She broke up with me one week later using my own words against me. She wasn’t happy. She needed time and space. She couldn’t be around me.
The radio silence didn’t last long and after a few weeks, we were talking again. We were “friends” and everything should have been fine, but it wasn’t. I was writing some seriously sad songs[7] and she didn’t seem any more okay than I was. We danced around the idea of getting back together, but I told her that I didn’t want to be a secret anymore. That did not go over well and, suffice it to say, we did not get back together.
I started dating someone else – a guy who loved me as much as I loved Olivia. I used that to regain some sort of sense of power. I felt so small by the end of my relationship with Olivia and here was this other person wanting me, needing me, clinging to me the way I had clung to her. I needed that validation, that feeling of emotional domination. I crushed him so that I could feel an inch taller. I wish I could say that I saw the error of my ways before any real damage was done. I can’t. I also wish I could say it was the one and only time I’ve ever treated someone so terribly. I can’t.
A year and a half after we first broke up, Olivia and I got back together. Looking back now, I really can’t say why. More than anything, I guess I just crumbled under the weight of the feelings that I still had for her. She still had feelings for me and I took the bait again. I lost every little bit of strength and resolve I found while we were apart and I went running back to her.

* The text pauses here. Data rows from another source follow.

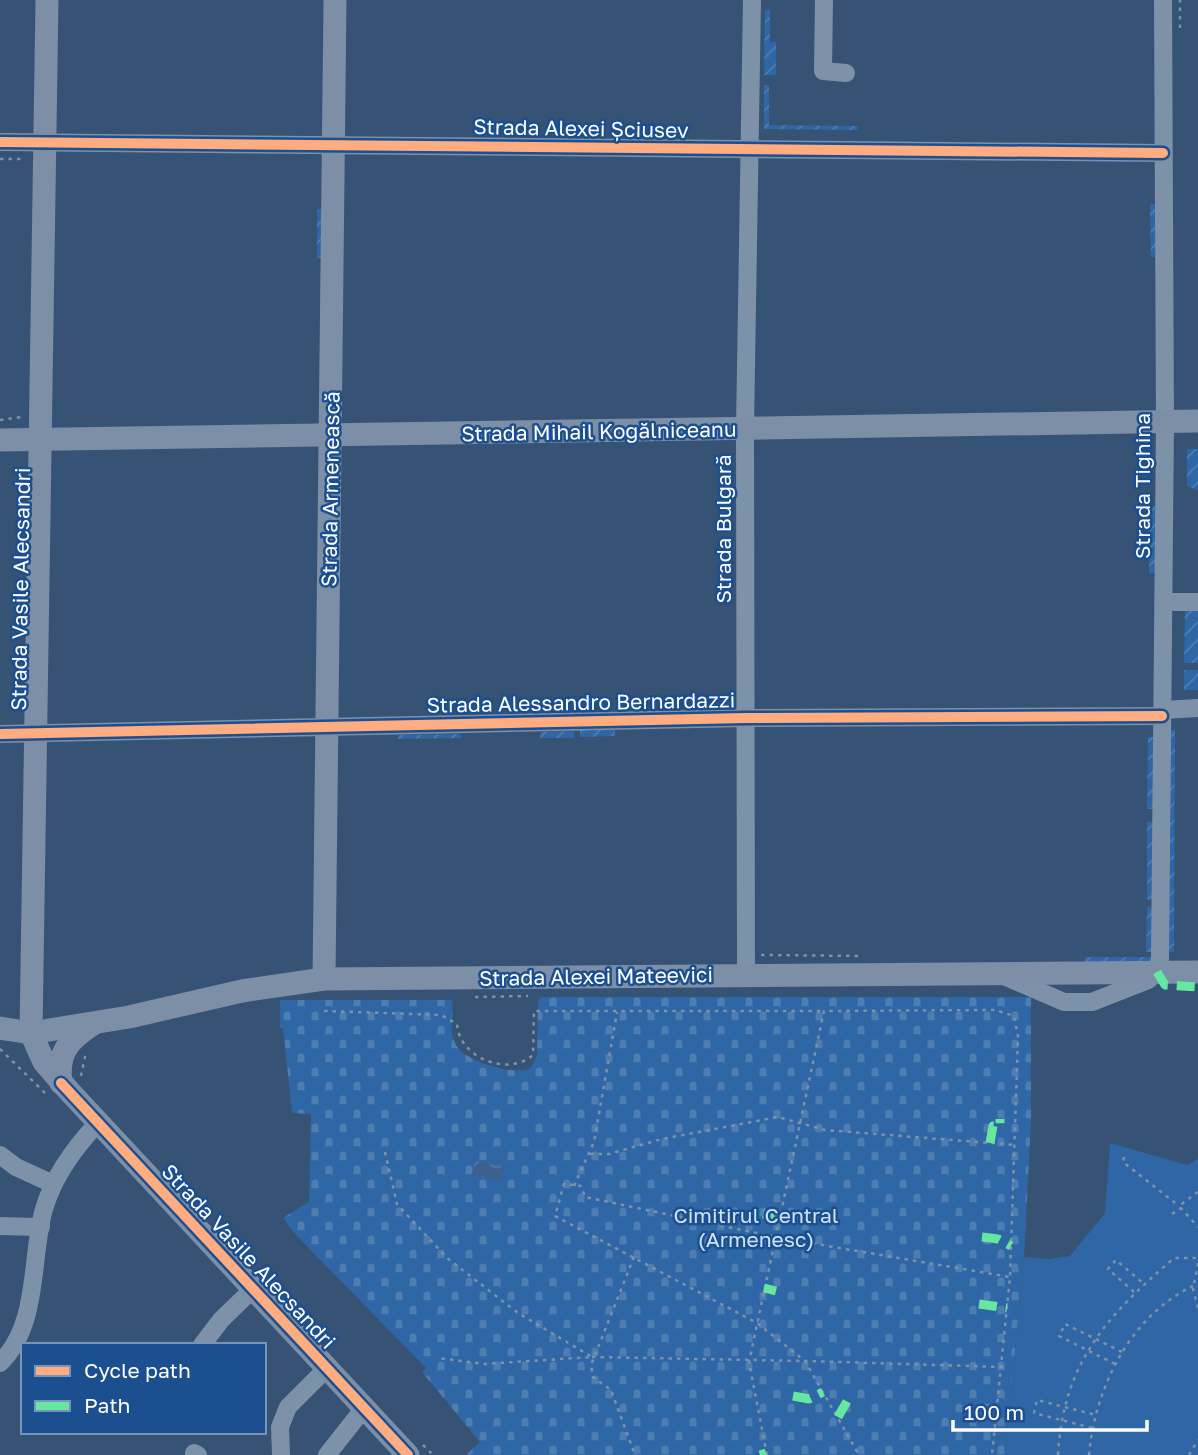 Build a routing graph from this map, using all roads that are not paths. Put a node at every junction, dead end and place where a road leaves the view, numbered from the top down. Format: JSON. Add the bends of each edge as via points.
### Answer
{"nodes":[{"id":1,"x":47,"y":0,"type":"edge"},
{"id":2,"x":335,"y":0,"type":"edge"},
{"id":3,"x":752,"y":0,"type":"edge"},
{"id":4,"x":824,"y":0,"type":"edge"},
{"id":5,"x":1163,"y":0,"type":"edge"},
{"id":6,"x":846,"y":73,"type":"dead end"},
{"id":7,"x":0,"y":142,"type":"edge"},
{"id":8,"x":44,"y":142,"type":"junction"},
{"id":9,"x":334,"y":145,"type":"junction"},
{"id":10,"x":748,"y":148,"type":"junction"},
{"id":11,"x":1163,"y":153,"type":"junction"},
{"id":12,"x":1198,"y":421,"type":"edge"},
{"id":13,"x":1165,"y":422,"type":"junction"},
{"id":14,"x":745,"y":427,"type":"junction"},
{"id":15,"x":330,"y":437,"type":"junction"},
{"id":16,"x":41,"y":439,"type":"junction"},
{"id":17,"x":0,"y":440,"type":"edge"},
{"id":18,"x":1164,"y":602,"type":"junction"},
{"id":19,"x":1198,"y":602,"type":"edge"},
{"id":20,"x":1198,"y":708,"type":"edge"},
{"id":21,"x":1163,"y":713,"type":"junction"},
{"id":22,"x":746,"y":718,"type":"junction"},
{"id":23,"x":327,"y":726,"type":"junction"},
{"id":24,"x":0,"y":734,"type":"edge"},
{"id":25,"x":38,"y":734,"type":"junction"},
{"id":26,"x":1157,"y":972,"type":"junction"},
{"id":27,"x":1198,"y":972,"type":"edge"},
{"id":28,"x":746,"y":975,"type":"junction"},
{"id":29,"x":324,"y":979,"type":"junction"},
{"id":30,"x":0,"y":1028,"type":"edge"},
{"id":31,"x":93,"y":1031,"type":"junction"},
{"id":32,"x":31,"y":1033,"type":"junction"},
{"id":33,"x":63,"y":1086,"type":"junction"},
{"id":34,"x":98,"y":1123,"type":"junction"},
{"id":35,"x":0,"y":1155,"type":"edge"},
{"id":36,"x":53,"y":1184,"type":"junction"},
{"id":37,"x":0,"y":1226,"type":"edge"},
{"id":38,"x":41,"y":1227,"type":"junction"},
{"id":39,"x":253,"y":1289,"type":"junction"},
{"id":40,"x":204,"y":1343,"type":"edge"},
{"id":41,"x":0,"y":1363,"type":"edge"},
{"id":42,"x":327,"y":1368,"type":"junction"},
{"id":43,"x":364,"y":1408,"type":"junction"},
{"id":44,"x":415,"y":1449,"type":"edge"},
{"id":45,"x":277,"y":1453,"type":"edge"},
{"id":46,"x":327,"y":1455,"type":"edge"}],
"edges":[{"from":1,"to":8,"type":"main road","name":"Strada Vasile Alecsandri"},
{"from":2,"to":9,"type":"main road","name":"Strada Armenească"},
{"from":3,"to":10,"type":"street","name":"Strada Bulgară"},
{"from":4,"to":6,"type":"street","via":[[823,71]]},
{"from":5,"to":11,"type":"street","name":"Strada Tighina"},
{"from":7,"to":8,"type":"street","name":"Strada Alexei Șciusev"},
{"from":8,"to":9,"type":"street","name":"Strada Alexei Șciusev"},
{"from":8,"to":16,"type":"main road","name":"Strada Vasile Alecsandri"},
{"from":9,"to":10,"type":"street","name":"Strada Alexei Șciusev"},
{"from":9,"to":15,"type":"main road","name":"Strada Armenească"},
{"from":10,"to":11,"type":"street","name":"Strada Alexei Șciusev"},
{"from":10,"to":14,"type":"street","name":"Strada Bulgară"},
{"from":11,"to":13,"type":"street","name":"Strada Tighina"},
{"from":12,"to":13,"type":"main road","name":"Strada Mihail Kogălniceanu"},
{"from":13,"to":14,"type":"main road","name":"Strada Mihail Kogălniceanu"},
{"from":13,"to":18,"type":"street","name":"Strada Tighina"},
{"from":14,"to":15,"type":"main road","name":"Strada Mihail Kogălniceanu"},
{"from":14,"to":22,"type":"street","name":"Strada Bulgară"},
{"from":15,"to":16,"type":"main road","name":"Strada Mihail Kogălniceanu"},
{"from":15,"to":23,"type":"main road","name":"Strada Armenească"},
{"from":16,"to":17,"type":"main road","name":"Strada Mihail Kogălniceanu"},
{"from":16,"to":25,"type":"main road","name":"Strada Vasile Alecsandri"},
{"from":18,"to":19,"type":"street"},
{"from":18,"to":21,"type":"street","name":"Strada Tighina"},
{"from":20,"to":21,"type":"street","name":"Strada Alessandro Bernardazzi"},
{"from":21,"to":22,"type":"street","name":"Strada Alessandro Bernardazzi"},
{"from":21,"to":26,"type":"street","name":"Strada Tighina"},
{"from":22,"to":23,"type":"street","name":"Strada Alessandro Bernardazzi"},
{"from":22,"to":28,"type":"street","name":"Strada Bulgară"},
{"from":23,"to":25,"type":"street","name":"Strada Alessandro Bernardazzi"},
{"from":23,"to":29,"type":"main road","name":"Strada Armenească"},
{"from":24,"to":25,"type":"street","name":"Strada Alessandro Bernardazzi"},
{"from":25,"to":32,"type":"main road","name":"Strada Vasile Alecsandri"},
{"from":26,"to":27,"type":"main road","name":"Strada Alexei Mateevici"},
{"from":26,"to":28,"type":"main road","name":"Strada Alexei Mateevici"},
{"from":28,"to":29,"type":"main road","name":"Strada Alexei Mateevici"},
{"from":29,"to":31,"type":"main road","name":"Strada Alexei Mateevici","via":[[242,991]]},
{"from":30,"to":32,"type":"main road","name":"Strada Alexei Mateevici"},
{"from":31,"to":32,"type":"main road","name":"Strada Alexei Mateevici"},
{"from":31,"to":33,"type":"main road","via":[[78,1033],[64,1048],[60,1058]]},
{"from":32,"to":33,"type":"main road","name":"Strada Vasile Alecsandri","via":[[44,1062]]},
{"from":33,"to":34,"type":"main road","name":"Strada Vasile Alecsandri"},
{"from":34,"to":36,"type":"street","via":[[66,1160]]},
{"from":34,"to":39,"type":"main road","name":"Strada Vasile Alecsandri"},
{"from":35,"to":36,"type":"street"},
{"from":36,"to":38,"type":"street"},
{"from":37,"to":38,"type":"street"},
{"from":38,"to":41,"type":"street","via":[[22,1328]]},
{"from":39,"to":40,"type":"street"},
{"from":39,"to":42,"type":"main road","name":"Strada Vasile Alecsandri"},
{"from":42,"to":43,"type":"main road","name":"Strada Vasile Alecsandri"},
{"from":42,"to":45,"type":"street","via":[[288,1407]]},
{"from":43,"to":44,"type":"main road","name":"Strada Vasile Alecsandri"},
{"from":43,"to":46,"type":"street"}]}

There was another honeymoon phase, but it was much shorter the second time around. We were now in a long-distance relationship, so everything was put under a microscope. Without face-to-face contact to make us temporarily forget the annoying things about one another, I began to see things in her that I didn’t like – things I didn’t want in a long-term partner. We disagreed on more crucial things than we did before. We fought more. We no longer fit and I started checking out of the relationship. She would monopolize phone conversations, which was fine with me because I ran out of things to say to her. I didn’t respond to her texts with the immediacy that I used to. I felt the same sense of impending doom as the first time around, but I knew given what happened then, that I would never be the one to end it. So, I waited. I waited for months for her break up with me. I knew it would happen eventually and so I sat through meaningless conversation after meaningless conversation, writing songs about the relationship that we used to have, pretending they were still relevant.

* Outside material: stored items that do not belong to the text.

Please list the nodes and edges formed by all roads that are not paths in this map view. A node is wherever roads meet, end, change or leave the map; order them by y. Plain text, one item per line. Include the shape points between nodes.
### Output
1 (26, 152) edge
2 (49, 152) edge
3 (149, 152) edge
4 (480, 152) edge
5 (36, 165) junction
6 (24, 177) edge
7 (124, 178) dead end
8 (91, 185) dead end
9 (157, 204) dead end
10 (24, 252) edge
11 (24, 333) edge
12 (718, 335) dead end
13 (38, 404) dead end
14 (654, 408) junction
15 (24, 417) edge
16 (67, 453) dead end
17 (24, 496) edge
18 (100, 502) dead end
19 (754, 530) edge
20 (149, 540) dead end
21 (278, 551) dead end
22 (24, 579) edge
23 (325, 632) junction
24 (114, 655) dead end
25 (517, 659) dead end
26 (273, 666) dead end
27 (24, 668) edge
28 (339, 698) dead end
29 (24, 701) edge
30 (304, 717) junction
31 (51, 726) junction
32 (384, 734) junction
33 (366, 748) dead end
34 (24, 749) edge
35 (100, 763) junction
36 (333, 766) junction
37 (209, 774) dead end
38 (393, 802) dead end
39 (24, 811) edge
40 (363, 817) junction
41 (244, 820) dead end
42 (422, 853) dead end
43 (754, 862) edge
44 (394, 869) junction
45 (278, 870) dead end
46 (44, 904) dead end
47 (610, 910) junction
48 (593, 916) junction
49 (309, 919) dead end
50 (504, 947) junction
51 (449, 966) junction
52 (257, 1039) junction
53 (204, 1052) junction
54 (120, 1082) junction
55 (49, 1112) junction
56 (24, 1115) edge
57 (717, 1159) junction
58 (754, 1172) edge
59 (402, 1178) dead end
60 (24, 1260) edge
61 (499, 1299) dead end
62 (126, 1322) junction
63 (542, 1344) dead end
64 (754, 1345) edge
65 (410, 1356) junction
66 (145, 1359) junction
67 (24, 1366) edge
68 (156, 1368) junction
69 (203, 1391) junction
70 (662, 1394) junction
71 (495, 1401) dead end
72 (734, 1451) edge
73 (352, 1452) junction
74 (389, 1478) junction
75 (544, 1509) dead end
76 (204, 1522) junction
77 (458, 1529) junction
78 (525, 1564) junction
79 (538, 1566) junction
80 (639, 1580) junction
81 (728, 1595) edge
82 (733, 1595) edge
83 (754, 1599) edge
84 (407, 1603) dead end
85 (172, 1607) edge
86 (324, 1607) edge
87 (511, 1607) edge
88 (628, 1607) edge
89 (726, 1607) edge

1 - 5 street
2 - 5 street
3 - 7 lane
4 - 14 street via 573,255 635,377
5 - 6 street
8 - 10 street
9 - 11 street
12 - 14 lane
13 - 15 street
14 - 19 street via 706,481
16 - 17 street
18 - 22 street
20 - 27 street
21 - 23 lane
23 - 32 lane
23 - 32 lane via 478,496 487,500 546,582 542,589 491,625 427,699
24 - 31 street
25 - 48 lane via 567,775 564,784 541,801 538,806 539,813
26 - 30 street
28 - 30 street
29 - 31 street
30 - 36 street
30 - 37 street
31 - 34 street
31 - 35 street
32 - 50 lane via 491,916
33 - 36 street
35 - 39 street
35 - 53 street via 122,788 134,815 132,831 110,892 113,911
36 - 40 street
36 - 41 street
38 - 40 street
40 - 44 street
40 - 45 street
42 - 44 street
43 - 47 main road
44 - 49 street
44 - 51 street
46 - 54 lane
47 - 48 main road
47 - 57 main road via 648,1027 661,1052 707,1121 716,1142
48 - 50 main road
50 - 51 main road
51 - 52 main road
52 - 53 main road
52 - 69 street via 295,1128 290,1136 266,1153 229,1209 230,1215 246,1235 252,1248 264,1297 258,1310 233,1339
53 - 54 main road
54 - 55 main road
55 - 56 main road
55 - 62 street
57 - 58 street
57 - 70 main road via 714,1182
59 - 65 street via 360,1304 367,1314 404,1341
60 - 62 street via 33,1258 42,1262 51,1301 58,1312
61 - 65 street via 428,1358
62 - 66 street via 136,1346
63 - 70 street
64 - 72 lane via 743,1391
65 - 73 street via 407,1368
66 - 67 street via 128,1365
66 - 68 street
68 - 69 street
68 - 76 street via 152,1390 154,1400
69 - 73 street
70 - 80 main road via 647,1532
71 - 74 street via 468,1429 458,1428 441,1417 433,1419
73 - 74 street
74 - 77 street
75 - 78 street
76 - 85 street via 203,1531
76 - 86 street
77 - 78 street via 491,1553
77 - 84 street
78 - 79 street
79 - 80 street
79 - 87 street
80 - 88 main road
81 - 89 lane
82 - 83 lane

She called herself a “bad girlfriend” all the time. Maybe she knew. Maybe she figured out that I wasn’t in love with her anymore and so she decided to cut me loose. The more likely scenario, though, is that she was just as tired of the charade as I was and so she finally ended it. I was relieved. Things fell back into place. We were friends this time, not “friends.” We had periods when we didn’t really talk, but there wasn’t any hostility.
She visited one January and we had a really nice time. There was no tension or discomfort whatsoever. A few weeks later, I started to pick up on a weird vibe from her. I couldn’t put my finger on it, so I dropped it. In May, I asked her if she was in a relationship. She skirted around the question, instead asking me why I was asking that. I knew then and there, and she confessed.

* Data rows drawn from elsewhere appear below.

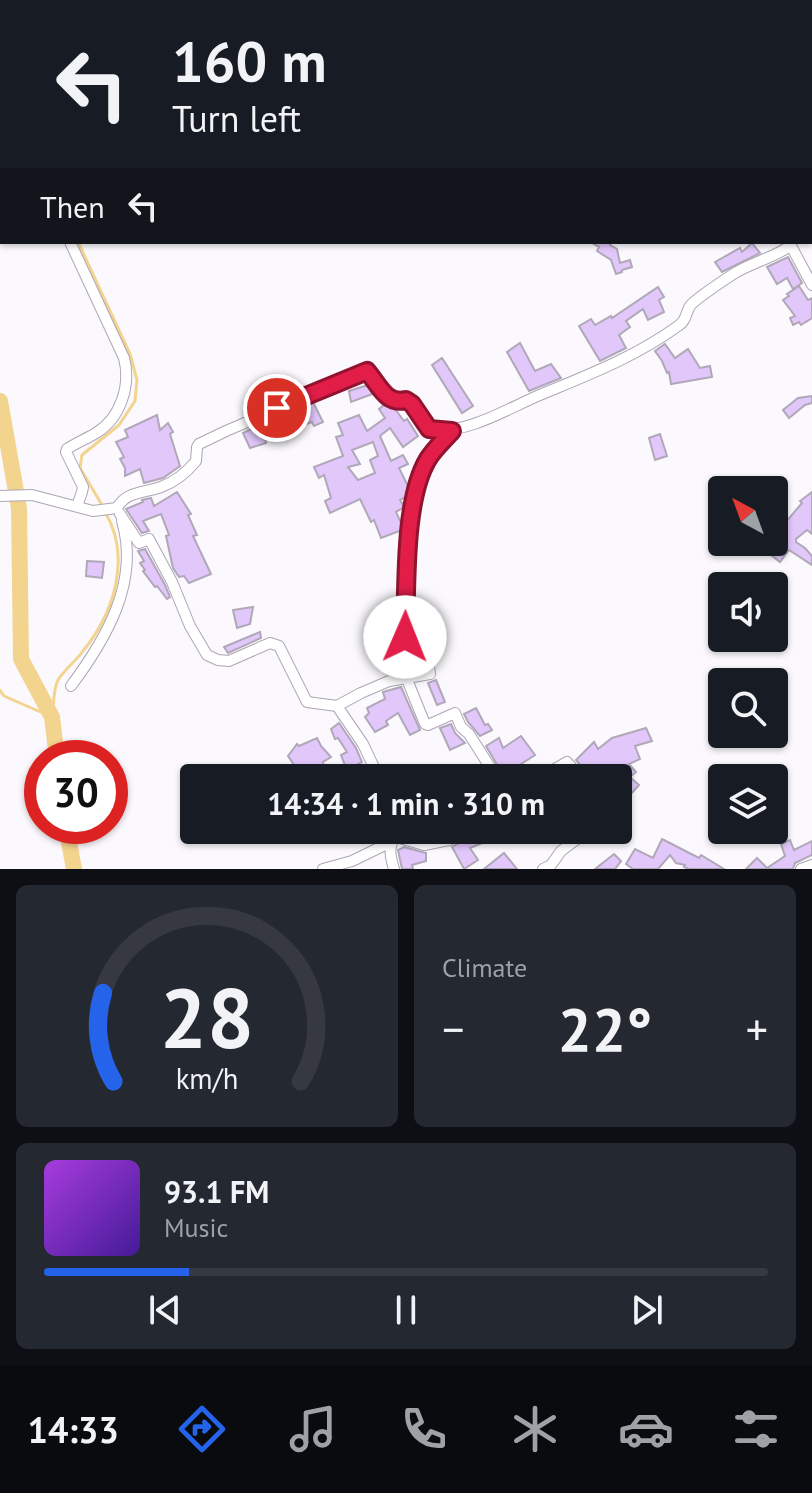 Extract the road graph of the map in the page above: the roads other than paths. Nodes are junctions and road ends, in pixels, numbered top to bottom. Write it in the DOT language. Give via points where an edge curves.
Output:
graph roads {
  1 [pos="71,244"];
  2 [pos="790,244"];
  3 [pos="812,285"];
  4 [pos="452,431"];
  5 [pos="0,496"];
  6 [pos="77,506"];
  7 [pos="116,510"];
  8 [pos="406,677"];
  9 [pos="71,686"];
  10 [pos="337,706"];
  11 [pos="372,764"];
  12 [pos="488,764"];
  13 [pos="381,844"];
  14 [pos="392,844"];
  15 [pos="570,844"];
  16 [pos="812,865"];
  17 [pos="323,869"];
  18 [pos="394,869"];
  19 [pos="543,869"];
  20 [pos="801,869"];
  1 -- 6 [label="street" via="124,358 127,376 114,415 66,452 83,489"];
  2 -- 3 [label="street"];
  2 -- 4 [label="street" via="693,302 681,324 644,349"];
  4 -- 7 [label="street" via="429,429 412,404 391,400 366,371 199,444 196,461 184,474 125,497"];
  4 -- 8 [label="street" via="429,457 412,511 405,637 431,672"];
  5 -- 6 [label="street" via="32,495"];
  6 -- 7 [label="street"];
  7 -- 9 [label="street" via="125,530 125,581 95,654"];
  7 -- 10 [label="street" via="139,543 149,539 207,655 229,661 275,643 307,702"];
  8 -- 10 [label="street"];
  8 -- 12 [label="street" via="425,724 455,713"];
  10 -- 11 [label="street"];
  13 -- 17 [label="street" via="352,861"];
  14 -- 18 [label="street"];
  15 -- 19 [label="street"];
  16 -- 20 [label="street"];
}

She’d been keeping it from me for months and had no plans to ever say anything about it. I asked her if she’d planned on saying anything to anyone about it and she said no. I told her if she cared at all about her new girlfriend, she wouldn’t put her through what she put me through. It seemed to go in one ear and out the other. That may be because I was screaming it at the top of my lungs, so incredibly pissed that she’d been lying to me by omission for so long, knowing full well how seriously I took honesty – especially between us. I was livid. I threw my phone, punched a wall, and cried and yelled so hard I could barely speak the next day.
My gut reaction was jealousy. We were together for a year and a half, then broken up for a year and a half, then together again for another year and a half. Somewhere in the back of my mind, I must have just assumed that we would get back together again – no matter how depressed it made me. I was so used to the on and off nature of it, that I wasn’t sure what to do with this new information.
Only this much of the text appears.